-- INFORMATION SUPPLIED follows --

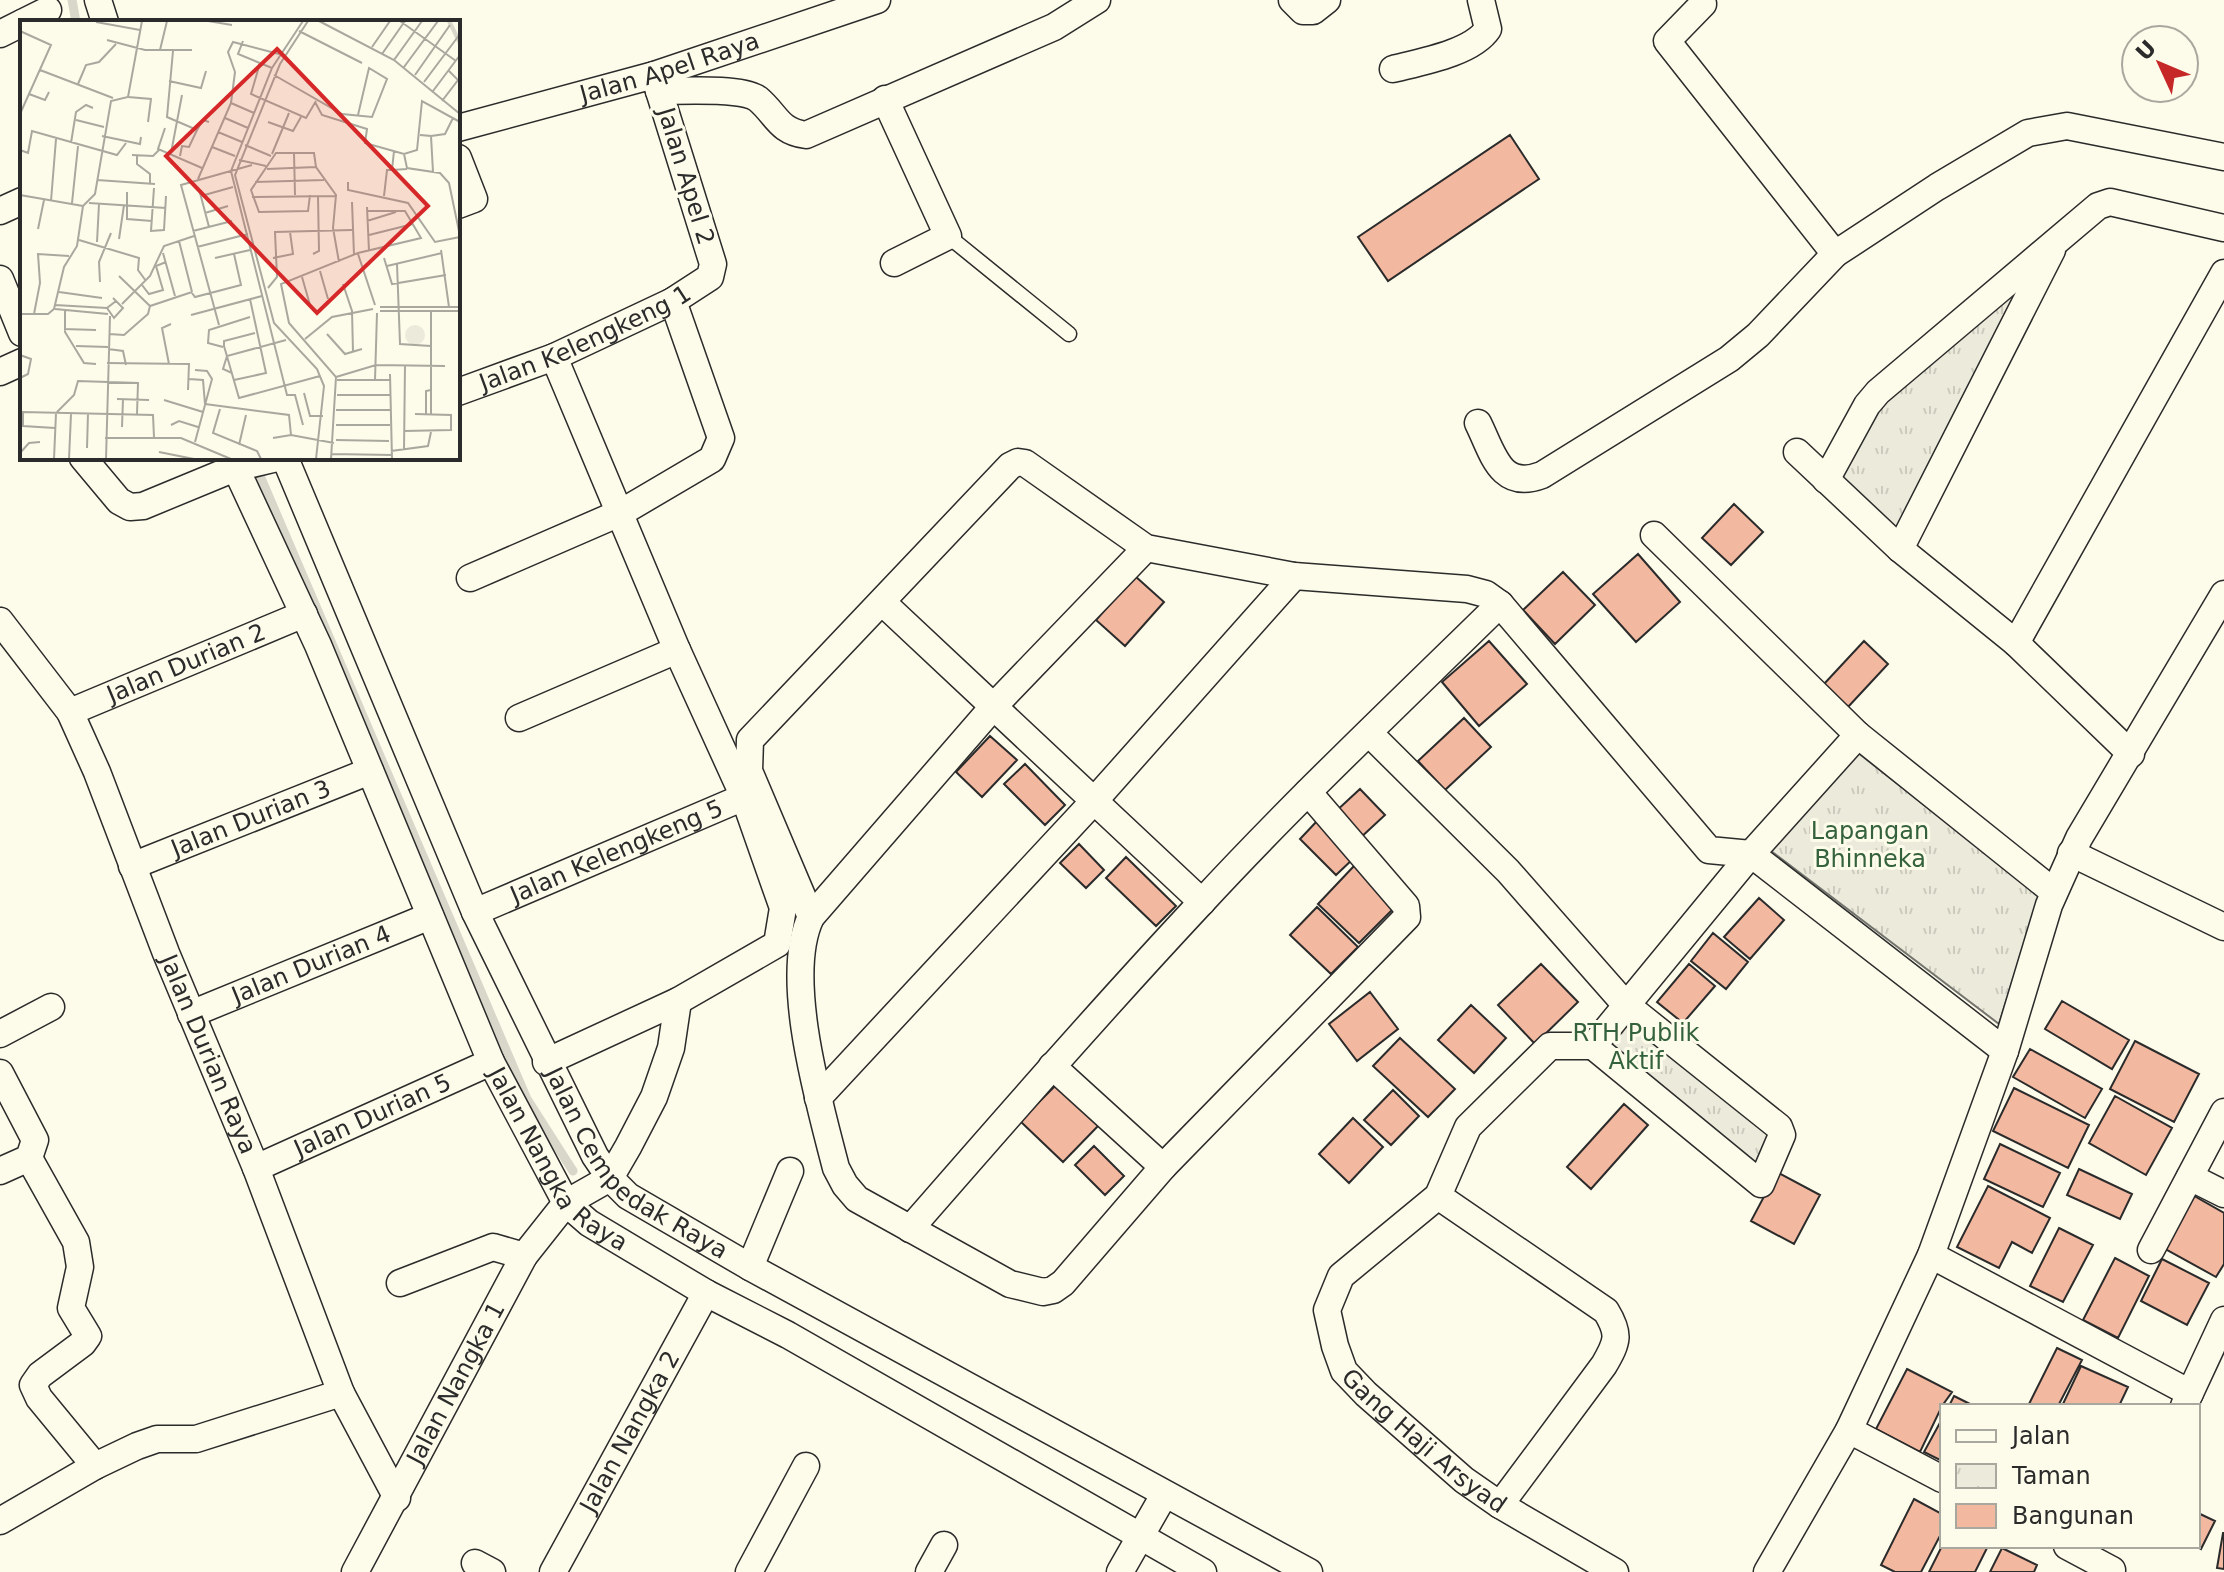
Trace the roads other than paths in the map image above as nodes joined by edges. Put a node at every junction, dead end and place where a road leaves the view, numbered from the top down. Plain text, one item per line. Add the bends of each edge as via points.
1 (98, 0) edge
2 (877, 0) edge
3 (1097, 0) edge
4 (1292, 0) edge
5 (1327, 0) edge
6 (1481, 0) edge
7 (1703, 1) edge
8 (49, 11) edge
9 (30, 20) edge
10 (104, 20) edge
11 (20, 24) edge
12 (0, 34) edge
13 (1393, 69) dead end
14 (657, 83) junction
15 (885, 99) junction
16 (460, 128) edge
17 (2224, 157) edge
18 (460, 163) edge
19 (20, 202) edge
20 (460, 204) edge
21 (0, 211) edge
22 (2224, 228) edge
23 (948, 236) junction
24 (2057, 240) junction
25 (1835, 254) junction
26 (894, 263) dead end
27 (2224, 273) edge
28 (710, 277) joint
29 (0, 279) edge
30 (673, 301) junction
31 (20, 328) edge
32 (1069, 334) dead end
33 (554, 357) junction
34 (20, 363) edge
35 (0, 372) edge
36 (460, 391) edge
37 (1478, 423) dead end
38 (1797, 452) dead end
39 (85, 460) edge
40 (259, 460) edge
41 (286, 460) edge
42 (233, 463) edge
43 (1826, 480) junction
44 (622, 512) junction
45 (1654, 535) dead end
46 (1146, 548) junction
47 (1900, 549) junction
48 (1294, 576) junction
49 (470, 578) dead end
50 (2224, 594) edge
51 (882, 602) junction
52 (1500, 604) junction
53 (304, 614) junction
54 (0, 621) edge
55 (2016, 643) junction
56 (677, 650) junction
57 (993, 707) junction
58 (70, 712) junction
59 (519, 718) dead end
60 (1369, 733) junction
61 (1858, 735) junction
62 (2131, 754) junction
63 (370, 771) junction
64 (1308, 792) junction
65 (744, 797) junction
66 (1094, 801) junction
67 (2071, 853) junction
68 (1751, 854) junction
69 (132, 866) junction
70 (2054, 892) junction
71 (1202, 902) junction
72 (483, 909) junction
73 (430, 916) junction
74 (811, 917) junction
75 (2224, 927) edge
76 (678, 1001) junction
77 (1625, 1004) junction
78 (51, 1007) dead end
79 (191, 1014) junction
80 (0, 1034) edge
81 (1593, 1046) junction
82 (2005, 1051) junction
83 (491, 1062) junction
84 (546, 1062) junction
85 (1052, 1066) junction
86 (0, 1073) edge
87 (818, 1098) junction
88 (2224, 1112) edge
89 (29, 1158) junction
90 (1163, 1167) junction
91 (256, 1168) junction
92 (0, 1171) edge
93 (790, 1171) dead end
94 (2190, 1177) junction
95 (610, 1178) junction
96 (2224, 1194) edge
97 (1438, 1196) junction
98 (566, 1203) junction
99 (910, 1229) junction
100 (2151, 1250) dead end
101 (1931, 1255) junction
102 (524, 1256) junction
103 (750, 1267) junction
104 (400, 1283) dead end
105 (706, 1293) junction
106 (2224, 1320) edge
107 (341, 1393) junction
108 (2187, 1399) edge
109 (1849, 1430) junction
110 (95, 1466) junction
111 (806, 1466) dead end
112 (1940, 1478) edge
113 (1164, 1495) junction
114 (397, 1498) junction
115 (1500, 1505) junction
116 (3, 1514) edge
117 (1141, 1537) junction
118 (944, 1545) dead end
119 (2073, 1548) edge
120 (2115, 1563) edge
121 (355, 1572) edge
122 (553, 1572) edge
123 (749, 1572) edge
124 (929, 1572) edge
125 (1120, 1572) edge
126 (1203, 1572) edge
127 (1309, 1572) edge
128 (1615, 1572) edge
129 (1767, 1572) edge

1 - 10 street
2 - 14 street, Jalan Apel Raya
3 - 15 street via 1054,27
4 - 5 street via 1303,11 1313,11
6 - 13 street via 1488,29 1482,37
7 - 25 street via 1667,41
8 - 9 street
11 - 12 street
14 - 15 street via 756,97 791,133 806,135
14 - 16 street, Jalan Apel Raya
14 - 28 street, Jalan Apel 2 via 713,264
15 - 23 street
17 - 25 street via 2067,126 2028,133
18 - 20 street via 474,199
19 - 21 street
22 - 24 street via 2110,202
23 - 26 street
23 - 32 lane
24 - 43 street via 1878,392
24 - 47 street
25 - 37 street via 1729,359 1542,475 1515,479 1502,471
27 - 55 street
28 - 30 street, Jalan Kelengkeng 1
29 - 31 street
30 - 33 street, Jalan Kelengkeng 1
30 - 44 street via 721,438 712,459
33 - 36 street, Jalan Kelengkeng 1
33 - 44 street
34 - 35 street
38 - 43 street
39 - 42 street via 130,507 143,506
40 - 42 street
41 - 72 street, Jalan Cempedak Raya
42 - 53 street, Jalan Nangka Raya
43 - 47 street
44 - 49 street
44 - 56 street
45 - 61 street
46 - 48 street
46 - 51 street via 1018,462
46 - 57 street
47 - 55 street
48 - 52 street via 1467,589
48 - 66 street
50 - 62 street
51 - 57 street
51 - 74 street via 750,740 749,771
52 - 60 street
52 - 68 street via 1709,850
53 - 58 street, Jalan Durian 2
53 - 63 street, Jalan Nangka Raya
54 - 58 street, Jalan Durian Raya
55 - 62 street
56 - 59 street
56 - 65 street
57 - 66 street
57 - 74 street
58 - 69 street, Jalan Durian Raya
60 - 64 street
60 - 77 street via 1508,871
61 - 68 street
61 - 70 street
62 - 67 street
63 - 69 street, Jalan Durian 3
63 - 73 street, Jalan Nangka Raya
64 - 71 street
64 - 90 street via 1406,906 1407,917
65 - 72 street, Jalan Kelengkeng 5
65 - 76 street via 783,908 777,944
66 - 71 street
66 - 87 street
67 - 70 street
67 - 75 street
68 - 77 street
68 - 82 street
69 - 79 street, Jalan Durian Raya
70 - 82 street
71 - 85 street
72 - 84 street, Jalan Cempedak Raya
73 - 79 street, Jalan Durian 4
73 - 83 street, Jalan Nangka Raya
74 - 87 street via 804,931 801,985
76 - 84 street
76 - 95 street via 671,1048 654,1097
77 - 81 street
77 - 81 street via 1779,1127 1782,1135 1761,1184
78 - 80 street
79 - 91 street, Jalan Durian Raya
81 - 97 street, Gang Haji Arsyad via 1550,1046 1468,1127
82 - 101 street
83 - 91 street, Jalan Durian 5
83 - 98 street, Jalan Nangka Raya
84 - 95 street, Jalan Cempedak Raya
85 - 90 street
85 - 99 street
86 - 89 street via 35,1140
87 - 99 street via 845,1185 857,1199
88 - 94 street
89 - 92 street
89 - 110 street via 76,1242 80,1267 71,1308 88,1336 33,1385
90 - 99 street via 1053,1290 1010,1284
91 - 107 street, Jalan Durian Raya
93 - 103 street
94 - 96 street
94 - 100 street
95 - 98 street
95 - 103 street, Jalan Cempedak Raya via 628,1196
97 - 115 street, Gang Haji Arsyad via 1341,1276 1327,1310 1344,1371 1453,1470
97 - 115 street via 1606,1311 1617,1328 1604,1365
98 - 102 street, Jalan Nangka 1
98 - 105 street, Jalan Nangka Raya via 600,1230
101 - 108 street
101 - 109 street
102 - 104 street via 493,1247
102 - 114 street, Jalan Nangka 1
103 - 113 street, Jalan Cempedak Raya
105 - 117 street, Jalan Nangka Raya
105 - 122 street, Jalan Nangka 2
106 - 108 street
107 - 110 street via 196,1439 157,1439
107 - 114 street, Jalan Durian Raya
109 - 112 street
109 - 129 street
110 - 116 street
111 - 123 street
113 - 117 street
113 - 127 street, Jalan Cempedak Raya
114 - 121 street, Jalan Nangka 1
115 - 128 street, Gang Haji Arsyad
117 - 125 street
117 - 126 street, Jalan Nangka Raya
118 - 124 street
119 - 120 street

-- INFORMATION SUPPLIED concluded --

#### [WHAT NEEDS TO BE DONE]
The finished copy should match the data above word for word and contain no pictures.

#### [WRITTEN SOLUTION]
Trace the roads other than paths in the map image above as nodes joined by edges. Put a node at every junction, dead end and place where a road leaves the view, numbered from the top down. Plain text, one item per line. Add the bends of each edge as via points.
1 (98, 0) edge
2 (877, 0) edge
3 (1097, 0) edge
4 (1292, 0) edge
5 (1327, 0) edge
6 (1481, 0) edge
7 (1703, 1) edge
8 (49, 11) edge
9 (30, 20) edge
10 (104, 20) edge
11 (20, 24) edge
12 (0, 34) edge
13 (1393, 69) dead end
14 (657, 83) junction
15 (885, 99) junction
16 (460, 128) edge
17 (2224, 157) edge
18 (460, 163) edge
19 (20, 202) edge
20 (460, 204) edge
21 (0, 211) edge
22 (2224, 228) edge
23 (948, 236) junction
24 (2057, 240) junction
25 (1835, 254) junction
26 (894, 263) dead end
27 (2224, 273) edge
28 (710, 277) joint
29 (0, 279) edge
30 (673, 301) junction
31 (20, 328) edge
32 (1069, 334) dead end
33 (554, 357) junction
34 (20, 363) edge
35 (0, 372) edge
36 (460, 391) edge
37 (1478, 423) dead end
38 (1797, 452) dead end
39 (85, 460) edge
40 (259, 460) edge
41 (286, 460) edge
42 (233, 463) edge
43 (1826, 480) junction
44 (622, 512) junction
45 (1654, 535) dead end
46 (1146, 548) junction
47 (1900, 549) junction
48 (1294, 576) junction
49 (470, 578) dead end
50 (2224, 594) edge
51 (882, 602) junction
52 (1500, 604) junction
53 (304, 614) junction
54 (0, 621) edge
55 (2016, 643) junction
56 (677, 650) junction
57 (993, 707) junction
58 (70, 712) junction
59 (519, 718) dead end
60 (1369, 733) junction
61 (1858, 735) junction
62 (2131, 754) junction
63 (370, 771) junction
64 (1308, 792) junction
65 (744, 797) junction
66 (1094, 801) junction
67 (2071, 853) junction
68 (1751, 854) junction
69 (132, 866) junction
70 (2054, 892) junction
71 (1202, 902) junction
72 (483, 909) junction
73 (430, 916) junction
74 (811, 917) junction
75 (2224, 927) edge
76 (678, 1001) junction
77 (1625, 1004) junction
78 (51, 1007) dead end
79 (191, 1014) junction
80 (0, 1034) edge
81 (1593, 1046) junction
82 (2005, 1051) junction
83 (491, 1062) junction
84 (546, 1062) junction
85 (1052, 1066) junction
86 (0, 1073) edge
87 (818, 1098) junction
88 (2224, 1112) edge
89 (29, 1158) junction
90 (1163, 1167) junction
91 (256, 1168) junction
92 (0, 1171) edge
93 (790, 1171) dead end
94 (2190, 1177) junction
95 (610, 1178) junction
96 (2224, 1194) edge
97 (1438, 1196) junction
98 (566, 1203) junction
99 (910, 1229) junction
100 (2151, 1250) dead end
101 (1931, 1255) junction
102 (524, 1256) junction
103 (750, 1267) junction
104 (400, 1283) dead end
105 (706, 1293) junction
106 (2224, 1320) edge
107 (341, 1393) junction
108 (2187, 1399) edge
109 (1849, 1430) junction
110 (95, 1466) junction
111 (806, 1466) dead end
112 (1940, 1478) edge
113 (1164, 1495) junction
114 (397, 1498) junction
115 (1500, 1505) junction
116 (3, 1514) edge
117 (1141, 1537) junction
118 (944, 1545) dead end
119 (2073, 1548) edge
120 (2115, 1563) edge
121 (355, 1572) edge
122 (553, 1572) edge
123 (749, 1572) edge
124 (929, 1572) edge
125 (1120, 1572) edge
126 (1203, 1572) edge
127 (1309, 1572) edge
128 (1615, 1572) edge
129 (1767, 1572) edge

1 - 10 street
2 - 14 street, Jalan Apel Raya
3 - 15 street via 1054,27
4 - 5 street via 1303,11 1313,11
6 - 13 street via 1488,29 1482,37
7 - 25 street via 1667,41
8 - 9 street
11 - 12 street
14 - 15 street via 756,97 791,133 806,135
14 - 16 street, Jalan Apel Raya
14 - 28 street, Jalan Apel 2 via 713,264
15 - 23 street
17 - 25 street via 2067,126 2028,133
18 - 20 street via 474,199
19 - 21 street
22 - 24 street via 2110,202
23 - 26 street
23 - 32 lane
24 - 43 street via 1878,392
24 - 47 street
25 - 37 street via 1729,359 1542,475 1515,479 1502,471
27 - 55 street
28 - 30 street, Jalan Kelengkeng 1
29 - 31 street
30 - 33 street, Jalan Kelengkeng 1
30 - 44 street via 721,438 712,459
33 - 36 street, Jalan Kelengkeng 1
33 - 44 street
34 - 35 street
38 - 43 street
39 - 42 street via 130,507 143,506
40 - 42 street
41 - 72 street, Jalan Cempedak Raya
42 - 53 street, Jalan Nangka Raya
43 - 47 street
44 - 49 street
44 - 56 street
45 - 61 street
46 - 48 street
46 - 51 street via 1018,462
46 - 57 street
47 - 55 street
48 - 52 street via 1467,589
48 - 66 street
50 - 62 street
51 - 57 street
51 - 74 street via 750,740 749,771
52 - 60 street
52 - 68 street via 1709,850
53 - 58 street, Jalan Durian 2
53 - 63 street, Jalan Nangka Raya
54 - 58 street, Jalan Durian Raya
55 - 62 street
56 - 59 street
56 - 65 street
57 - 66 street
57 - 74 street
58 - 69 street, Jalan Durian Raya
60 - 64 street
60 - 77 street via 1508,871
61 - 68 street
61 - 70 street
62 - 67 street
63 - 69 street, Jalan Durian 3
63 - 73 street, Jalan Nangka Raya
64 - 71 street
64 - 90 street via 1406,906 1407,917
65 - 72 street, Jalan Kelengkeng 5
65 - 76 street via 783,908 777,944
66 - 71 street
66 - 87 street
67 - 70 street
67 - 75 street
68 - 77 street
68 - 82 street
69 - 79 street, Jalan Durian Raya
70 - 82 street
71 - 85 street
72 - 84 street, Jalan Cempedak Raya
73 - 79 street, Jalan Durian 4
73 - 83 street, Jalan Nangka Raya
74 - 87 street via 804,931 801,985
76 - 84 street
76 - 95 street via 671,1048 654,1097
77 - 81 street
77 - 81 street via 1779,1127 1782,1135 1761,1184
78 - 80 street
79 - 91 street, Jalan Durian Raya
81 - 97 street, Gang Haji Arsyad via 1550,1046 1468,1127
82 - 101 street
83 - 91 street, Jalan Durian 5
83 - 98 street, Jalan Nangka Raya
84 - 95 street, Jalan Cempedak Raya
85 - 90 street
85 - 99 street
86 - 89 street via 35,1140
87 - 99 street via 845,1185 857,1199
88 - 94 street
89 - 92 street
89 - 110 street via 76,1242 80,1267 71,1308 88,1336 33,1385
90 - 99 street via 1053,1290 1010,1284
91 - 107 street, Jalan Durian Raya
93 - 103 street
94 - 96 street
94 - 100 street
95 - 98 street
95 - 103 street, Jalan Cempedak Raya via 628,1196
97 - 115 street, Gang Haji Arsyad via 1341,1276 1327,1310 1344,1371 1453,1470
97 - 115 street via 1606,1311 1617,1328 1604,1365
98 - 102 street, Jalan Nangka 1
98 - 105 street, Jalan Nangka Raya via 600,1230
101 - 108 street
101 - 109 street
102 - 104 street via 493,1247
102 - 114 street, Jalan Nangka 1
103 - 113 street, Jalan Cempedak Raya
105 - 117 street, Jalan Nangka Raya
105 - 122 street, Jalan Nangka 2
106 - 108 street
107 - 110 street via 196,1439 157,1439
107 - 114 street, Jalan Durian Raya
109 - 112 street
109 - 129 street
110 - 116 street
111 - 123 street
113 - 117 street
113 - 127 street, Jalan Cempedak Raya
114 - 121 street, Jalan Nangka 1
115 - 128 street, Gang Haji Arsyad
117 - 125 street
117 - 126 street, Jalan Nangka Raya
118 - 124 street
119 - 120 street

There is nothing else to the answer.